22 de julho de 2016 | 07h02

Na Olimpíada do Rio, a natação brasileira voltará a ter representantes nos 1.500 metros livre depois de 16 anos de ausência. Os nomes de Miguel Valente e Brandonn Almeida, que obtiveram índice olímpico no Troféu Maria Lenk, mostram a evolução do País nas provas de fundo. Mas o retrospecto nacional é suficiente para deixar o nadador do Minas Tênis Clube com os pés no chão.

"Ainda estou longe dos primeiros tempos do mundo, meu objetivo é conseguir chegar a uma final e já ficarei bastante satisfeito com isso. Mostraria um crescimento do fundo do Brasil", afirma Miguel.

A última participação olímpica do País nos 1.500 m foi de Luiz Lima nos Jogos de Sidney, em 2000. Além disso, o Brasil não conta com uma dupla na prova mais longa da natação desde Cristiano Michelena e David Castro em Seul-1988. A responsabilidade é grande sobre os jovens nadadores.

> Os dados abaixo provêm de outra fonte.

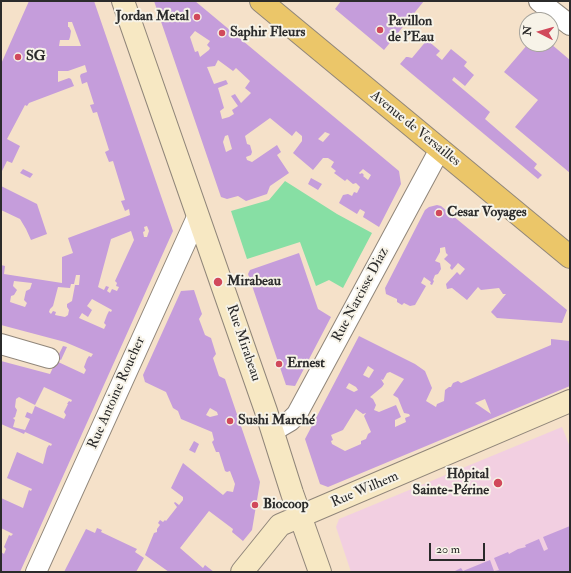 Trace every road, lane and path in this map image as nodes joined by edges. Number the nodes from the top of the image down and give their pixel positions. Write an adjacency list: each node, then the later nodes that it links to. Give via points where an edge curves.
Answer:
1 (123, 1): 6 (street, Rue Mirabeau)
2 (261, 1): 5 (main road, Avenue de Versailles)
3 (539, 1): 4 (street)
4 (570, 25)
5 (440, 149): 7 (main road, Avenue de Versailles); 11 (street, Rue Narcisse Diaz, via 297,414)
6 (198, 215): 11 (street, Rue Mirabeau); 13 (street, Rue Antoine Roucher)
7 (570, 257)
8 (1, 344): 9 (street)
9 (49, 358)
10 (570, 401): 12 (street, Rue Wilhem)
11 (273, 432): 12 (street, Rue Mirabeau)
12 (301, 517): 14 (street, Rue Wilhem, via 280,525); 15 (street, Rue Mirabeau)
13 (36, 572)
14 (242, 572)
15 (320, 572) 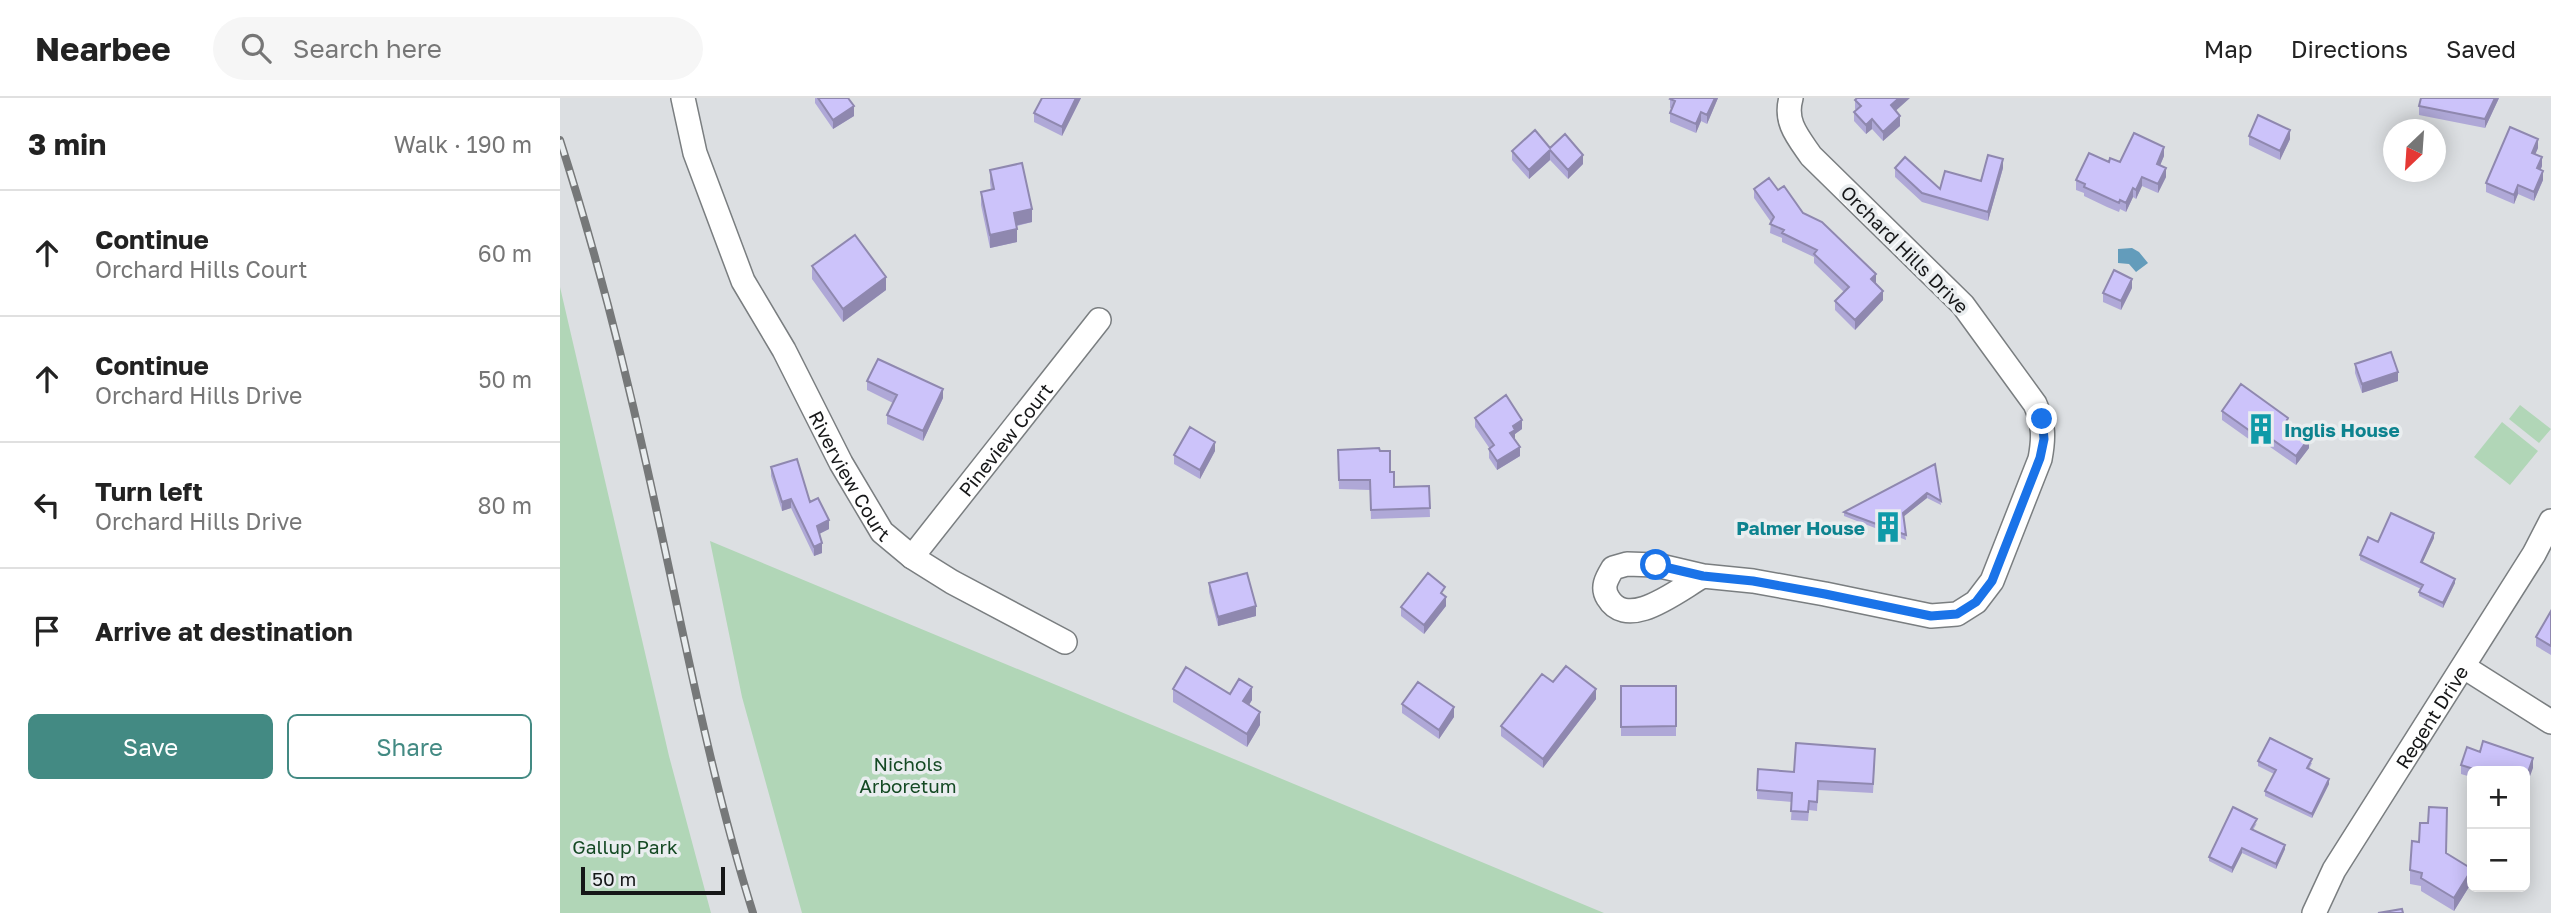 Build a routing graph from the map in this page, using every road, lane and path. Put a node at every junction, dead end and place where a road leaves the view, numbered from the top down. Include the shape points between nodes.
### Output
1 (683, 98) edge
2 (1791, 98) edge
3 (1100, 320) dead end
4 (2551, 520) edge
5 (912, 557) junction
6 (1703, 576) dead end
7 (1065, 642) dead end
8 (2464, 667) junction
9 (2551, 722) edge
10 (2314, 913) edge

1 - 5 street, Riverview Court via 695,153 743,281 865,506 882,532
2 - 6 street, Orchard Hills Drive via 1787,111 1805,148 1964,305 2035,404 2044,439 1992,581 1976,602 1957,614 1931,616 1753,581
3 - 5 street, Pineview Court
4 - 8 street, Regent Drive via 2535,554
5 - 7 street, Riverview Court
8 - 9 street
8 - 10 street, Regent Drive via 2334,870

Aos 23 anos, Miguel encara o desafio de maneira positiva. "Ficamos muito tempo sem referência na prova de fundo. Hoje vou assumir esse papel. A responsabilidade fica maior, mas será um prazer representar o Brasil", exalta. Apontado como esperança do País na categoria, Miguel não se diz pressionado pelo rótulo. "Fico bem tranquilo com isso, é um reconhecimento do meu trabalho. Até me motiva a chegar a ser o que o Cielo foi para os 50 m livre."

Dono da primeira medalha de ouro da natação brasileira nos Jogos Olímpicos, Cesar Cielo é admirado por Miguel por mostrar que o sonho está ao alcance de todos. A ausência do astro no Rio, contudo, é vista com naturalidade pelo atleta, que divide a piscina do clube com Ítalo Manzine, o algoz do astro. "Pode ser surpresa para muita gente, mas a gente sabia que o Ítalo podia conseguir, vendo o quanto é dedicado e focado."

A classificação para a Olimpíada deu um novo rumo para a carreira de Miguel. O nadador teve de trancar o curso de Engenharia de Controle e Automação na Universidade Federal de Minas Gerais (UFMG) neste semestre. E os estudos sempre foram importantes na vida do nadador. Quando passou no vestibular, chegou a repensar a vida de atleta. Hoje tenta conciliar as duas atividades.

Para isso, conta com a ajuda dos pais em Belo Horizonte. O mimo da família é até motivo de piada entre os companheiros das piscinas. "Sou privilegiado de não precisar sair de casa para buscar alguma coisa a mais. Tem muita gente que vê lanche feito pela minha mãe e comenta, mas sei que tem um fundinho de inveja", brinca.

A partir do próximo domingo, Miguel se juntará à delegação em São Paulo para a aclimatação. E o nadador já sonha com a experiência olímpica. "Deve ser a mesma sensação de um jogador de futebol quando entra no Mineirão lotado", imagina.